Renaissance Humanism, Democracy, and the University

 

 

How does an engagement with Renaissance Humanism help us understand the contemporary role, and potential futures, of the university’s contributions to democratic life? Join us for a conversation between Christopher Celenza, a scholar of the Renaissance and Dean of the Krieger School of Arts & Sciences at Johns Hopkins, and Chad Wellmon, a scholar of knowledge and information and Professor of German and History at UVA. They will discuss the connections between their two new books – Celenza’s The Italian Renaissance and the Origins of the Modern Humanities & Wellmon’s Permanent Crisis: The Humanities in a Disenchanted Age – and how their research shapes their perspectives on the contemporary university.  

The conversation will be moderated by Jacqueline Arthur-Montagne, a specialist on education and democracy in the ancient world, who was recently hired in the Classics Department as part of the Democracy Initiative’s faculty hiring initiative. 


FEATURED SPEAKERS: 

Christopher S. Celenza

Professor Christopher S. Celenza is the James B. Knapp Dean of the Krieger School of Arts and Sciences. He is also a professor of history and classics.

Dr. Celenza was previously Dean of Georgetown College at Georgetown University, and a professor of history and classics. During his time at Georgetown he advanced many efforts to foster inclusion and equity, and developed a new undergraduate research program that improved opportunities for both students and assistant and associate professors. 

Previous to his 2017 move to Georgetown, Dr. Celenza was Vice Provost for Faculty Affairs at Johns Hopkins, and held the Charles Homer Haskins Professorship in classics. He first joined the Krieger School faculty in 2005 as a professor in what was then the Department of German and Romance Languages. He also taught for nine years at Michigan State, and holds two doctoral degrees—a doctorate in history (Duke University, 1995) and a doctorate in classics and neo-latin literature (University of Hamburg, 2001).

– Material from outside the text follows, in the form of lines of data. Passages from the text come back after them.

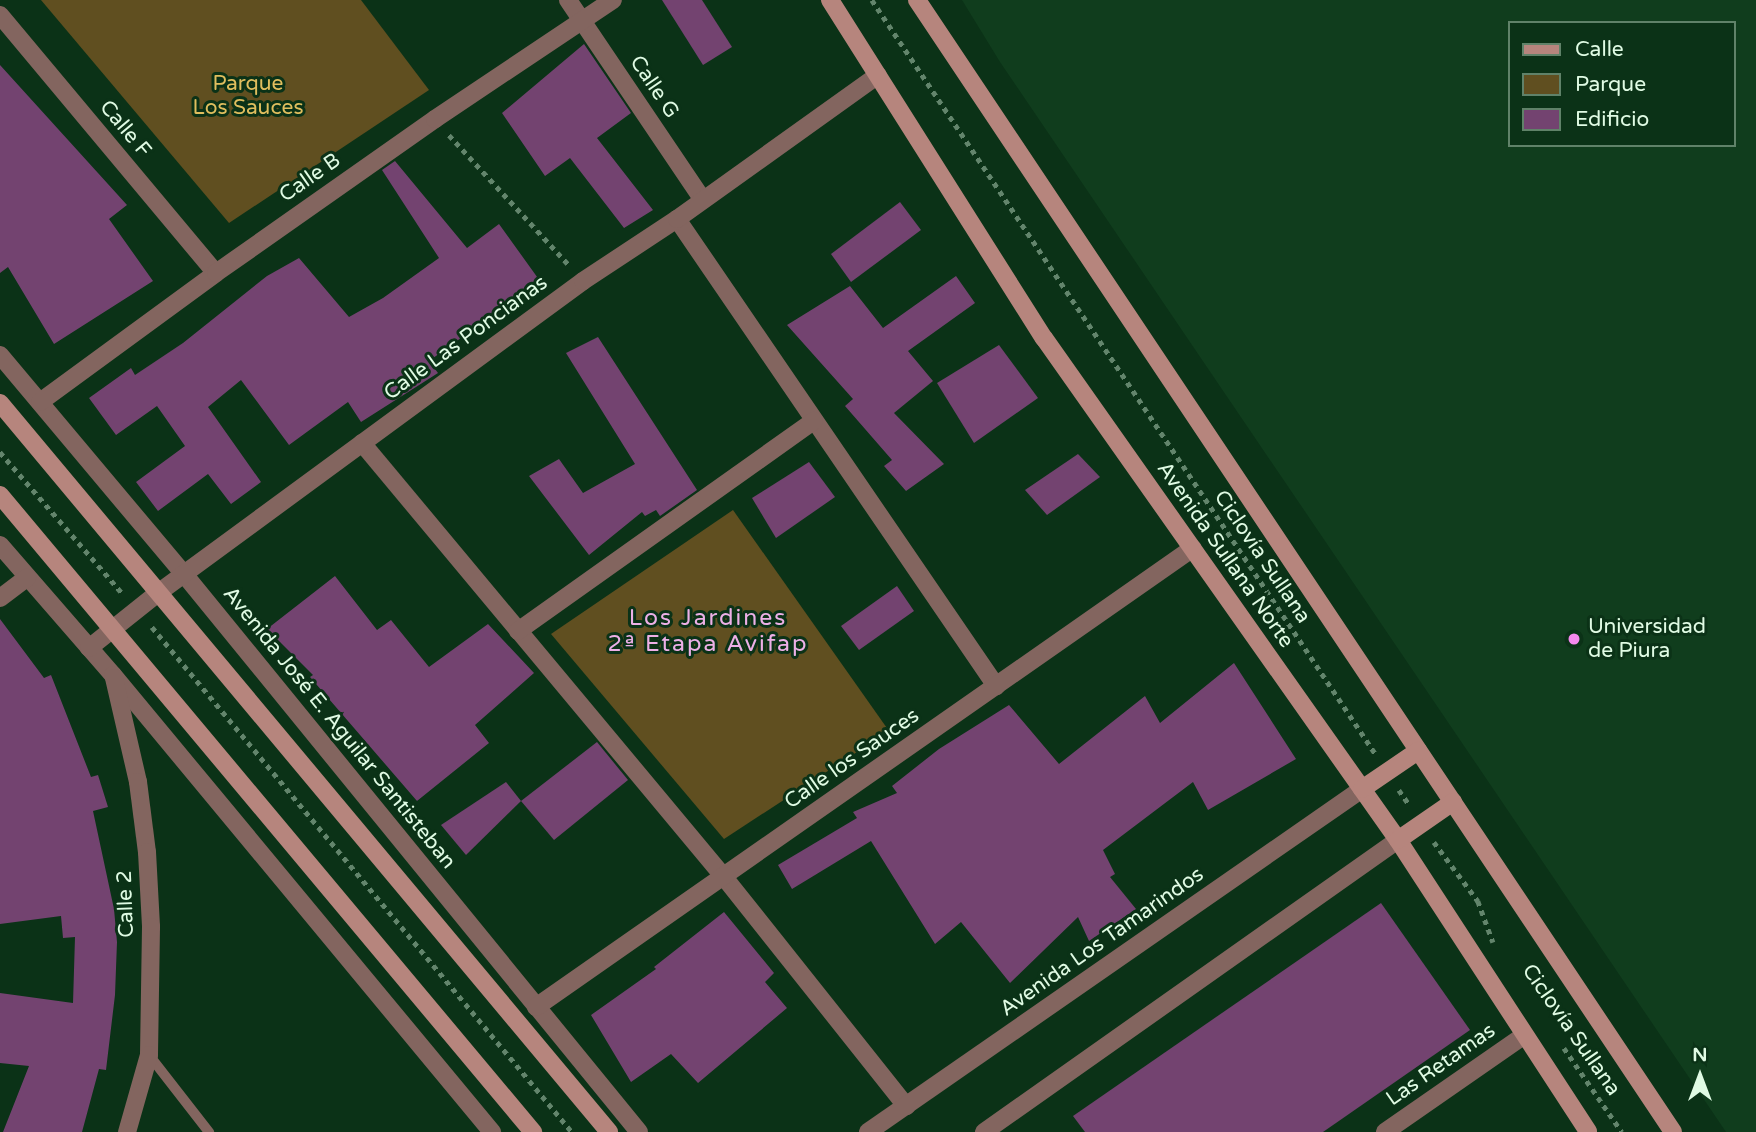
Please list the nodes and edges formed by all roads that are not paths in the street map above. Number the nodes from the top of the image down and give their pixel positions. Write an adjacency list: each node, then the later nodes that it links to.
1 (568, 0): 6 (street, Calle G)
2 (613, 0): 6 (street, Calle B)
3 (830, 0): 7 (main road, Avenida Sullana Norte)
4 (917, 0): 28 (main road)
5 (0, 15): 10 (street, Calle F)
6 (582, 20): 8 (street, Calle G); 10 (street, Calle B)
7 (877, 75): 8 (street, Calle Las Poncianas); 18 (main road, Avenida Sullana Norte)
8 (703, 200): 9 (street, Calle Las Poncianas)
9 (677, 219): 14 (street); 15 (street, Calle Las Poncianas)
10 (216, 272): 12 (street, Calle B)
11 (0, 355): 12 (street, Avenida José E. Aguilar Santisteban)
12 (40, 402): 19 (street, Avenida José E. Aguilar Santisteban)
13 (0, 403): 21 (main road)
14 (814, 421): 24 (street); 27 (street)
15 (362, 443): 19 (street, Calle Las Poncianas); 24 (street)
16 (0, 495): 23 (main road)
17 (0, 545): 20 (street)
18 (1193, 548): 27 (street, Calle los Sauces); 29 (main road, Avenida Sullana Norte)
19 (184, 574): 21 (street, Calle Las Poncianas); 33 (street, Avenida José E. Aguilar Santisteban)
20 (27, 578): 22 (street); 25 (street)
21 (158, 593): 23 (street, Calle Las Poncianas); 41 (main road)
22 (0, 598)
23 (111, 630): 25 (street, Calle Las Poncianas); 40 (main road)
24 (518, 631): 32 (street)
25 (89, 648): 26 (street)
26 (113, 675): 35 (street, Calle 2); 39 (street)
27 (996, 687): 32 (street, Calle los Sauces)
28 (1419, 751): 29 (main road); 30 (main road)
29 (1362, 789): 31 (main road, Avenida Sullana Norte); 36 (street, Avenida Los Tamarindos)
30 (1453, 802): 31 (main road); 47 (main road)
31 (1398, 840): 34 (main road, Avenida Sullana Norte); 44 (street)
32 (724, 877): 33 (street, Calle los Sauces); 36 (street)
33 (536, 1007): 42 (street, Avenida José E. Aguilar Santisteban)
34 (1524, 1036): 45 (street, Las Retamas); 46 (main road, Avenida Sullana Norte)
35 (149, 1055): 37 (street, Calle 2); 38 (lane)
36 (906, 1105): 43 (street, Avenida Los Tamarindos)
37 (127, 1132)
38 (209, 1132)
39 (492, 1132)
40 (533, 1132)
41 (609, 1132)
42 (639, 1132)
43 (868, 1132)
44 (984, 1132)
45 (1385, 1132)
46 (1588, 1132)
47 (1673, 1132)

Dr. Celenza has received numerous awards and grants, including fellowships from the Guggenheim Foundation, the Fulbright Foundation, and the American Council of Learned Societies. He served as the 21st Director of the American Academy in Rome from 2010 to 2014, and as the Director of JHU’s Singleton Center for the Study of Premodern Europe from 2008 to 2010.

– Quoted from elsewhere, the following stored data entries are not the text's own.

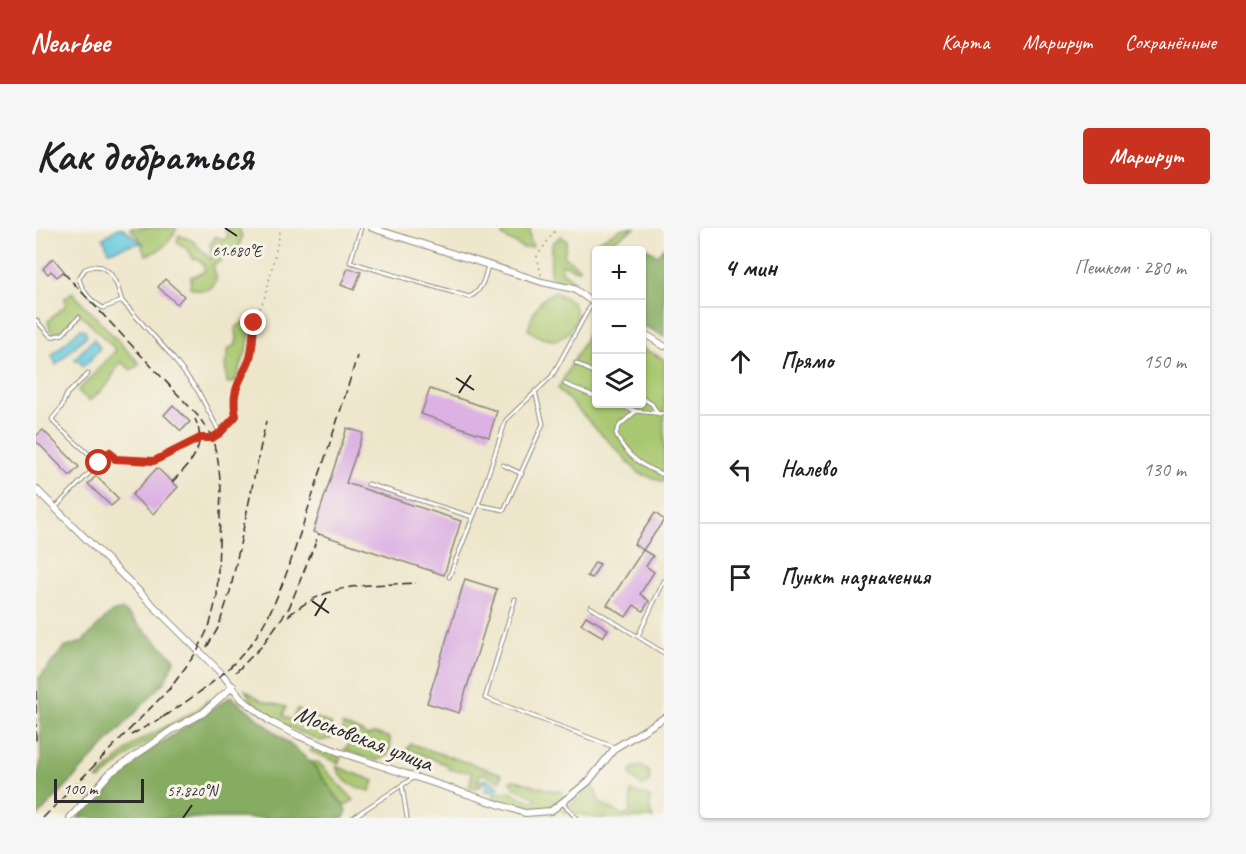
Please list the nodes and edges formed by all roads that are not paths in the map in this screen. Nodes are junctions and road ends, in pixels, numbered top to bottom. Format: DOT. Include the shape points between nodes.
graph roads {
  1 [pos="361,228"];
  2 [pos="372,228"];
  3 [pos="489,265"];
  4 [pos="122,300"];
  5 [pos="592,301"];
  6 [pos="592,308"];
  7 [pos="79,317"];
  8 [pos="36,320"];
  9 [pos="646,335"];
  10 [pos="664,346"];
  11 [pos="576,363"];
  12 [pos="592,371"];
  13 [pos="88,374"];
  14 [pos="565,384"];
  15 [pos="535,391"];
  16 [pos="592,394"];
  17 [pos="646,400"];
  18 [pos="627,408"];
  19 [pos="636,411"];
  20 [pos="658,413"];
  21 [pos="664,414"];
  22 [pos="236,416"];
  23 [pos="220,433"];
  24 [pos="99,463"];
  25 [pos="503,465"];
  26 [pos="522,474"];
  27 [pos="664,475"];
  28 [pos="368,484"];
  29 [pos="36,489"];
  30 [pos="478,504"];
  31 [pos="55,508"];
  32 [pos="473,517"];
  33 [pos="449,577"];
  34 [pos="664,581"];
  35 [pos="515,598"];
  36 [pos="590,607"];
  37 [pos="638,636"];
  38 [pos="664,653"];
  39 [pos="233,686"];
  40 [pos="664,718"];
  41 [pos="615,748"];
  42 [pos="415,777"];
  43 [pos="402,785"];
  44 [pos="562,802"];
  45 [pos="70,818"];
  46 [pos="352,818"];
  47 [pos="407,818"];
  48 [pos="576,818"];
  1 -- 3 [label="lane" via="350,262 469,297 476,294"];
  2 -- 3 [label="street"];
  3 -- 5 [label="street" via="574,289"];
  4 -- 4 [label="lane" via="110,273 102,267 85,269 79,278 81,288 103,308"];
  4 -- 23 [label="lane" via="198,392"];
  6 -- 15 [label="lane" via="552,376"];
  7 -- 8 [label="lane" via="63,334 51,337"];
  9 -- 10 [label="street"];
  11 -- 12 [label="lane"];
  13 -- 24 [label="lane" via="67,394 52,419"];
  14 -- 16 [label="lane"];
  15 -- 26 [label="lane" via="543,424"];
  15 -- 30 [label="lane" via="506,420"];
  17 -- 20 [label="lane"];
  18 -- 19 [label="lane"];
  19 -- 20 [label="lane"];
  19 -- 27 [label="lane" via="620,425 617,437 635,460"];
  20 -- 21 [label="lane"];
  22 -- 23 [label="lane"];
  23 -- 24 [label="lane" via="200,438 154,461 115,459 110,452"];
  24 -- 31 [label="lane"];
  25 -- 26 [label="lane"];
  26 -- 30 [label="lane" via="504,510"];
  28 -- 32 [label="lane"];
  29 -- 31 [label="street, Московская улица"];
  30 -- 32 [label="lane"];
  31 -- 39 [label="street, Московская улица"];
  32 -- 33 [label="lane"];
  34 -- 37 [label="lane"];
  35 -- 41 [label="lane" via="485,698"];
  36 -- 37 [label="lane"];
  37 -- 38 [label="lane"];
  39 -- 42 [label="street, Московская улица" via="242,699 271,722 299,736"];
  39 -- 45 [label="street" via="203,713 110,772"];
  40 -- 41 [label="street, Московская улица"];
  41 -- 44 [label="street, Московская улица" via="588,782"];
  42 -- 43 [label="lane"];
  42 -- 44 [label="street, Московская улица" via="525,813 551,812"];
  43 -- 46 [label="lane"];
  43 -- 47 [label="lane"];
  44 -- 48 [label="lane"];
}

He is the author or editor of 11 books and more than 40 scholarly articles in the fields of Italian Renaissance history, post-classical Latin literature and philosophy, and the history of classical scholarship. An Italian translation of his book The Lost Italian Renaissance was published in 2014. His most recent books include Petrarch: Everywhere a Wanderer (London: Reaktion, 2017) and The Intellectual World of the Italian Renaissance (Cambridge: Cambridge University Press, 2018). His latest book, The Italian Renaissance and the Origins of the Modern Humanities: An Intellectual History, 1400-1800 is forthcoming from Cambridge University Press.

 

CHAD WELLMON

Chad Wellmon is a  professor of German Studies, with appointments in History and Media Studies, at the University of Virginia, where he teaches and writes about the history of knowledge and information, the history of technology and universities, and media and social theory.He is also the co-director of UVA’s New Curriculum and Principal of Brown College. He studied political theory at Davidson College and did his graduate work at UC Berkeley.

He has written or edited books on the history of anthropology, the modern research university, the history of reading and print, Friedrich Nietzsche, and Max Weber. Within the past several years, he has also published in The Times Literary SupplementThe Chronicle of Higher Education, The Los Angeles Review of Books, and Hedgehog Review. Recently, he has been leading, with Andrew Piper and Mohamed Cheriet, The Visibility of Knowledge: The Computational Study of Scientific Illustration in the Long Nineteenth Century, a project which combines computational techniques and the history of knowledge to study how scientific knowledge became visible to readers over the course of the eighteenth and nineteenth centuries. His latest book, Permanent Crisis: The Humanities in a Disenchanted Age is available now. 

 

Jacqueline Arthur-Montagne

Jacqueline Arthur-Montagne is an Assistant Professor of Classics and Faculty Fellow of the John L. Nau III History & Principles of Democracy Lab of the Democracy Initiative at the University of Virginia. She received her PhD in Classics from Stanford in 2016, and was an Assistant Professor at High Point University from 2016 to 2021. Her scholarship centers on the educational practices and intellectual culture of ancient Greece, and how institutions of schooling in antiquity shaped the legacy of Classical Greece to the present. She has published several articles on Greek literature and cultural history in Classical Philology and Greek, Roman, and Byzantine Studies. Her current book in progress, An Education in Fiction, argues that literate education in antiquity rigorously trained students to discern fact from fiction in written and oral narratives. This research has been awarded a 2021 Fondation Hardt Scholarship. Jacqueline looks forward to collaborating with fellow Democracy Initiative members and partners to explore the relationships between democracy, education, and the humanities in societies past and present.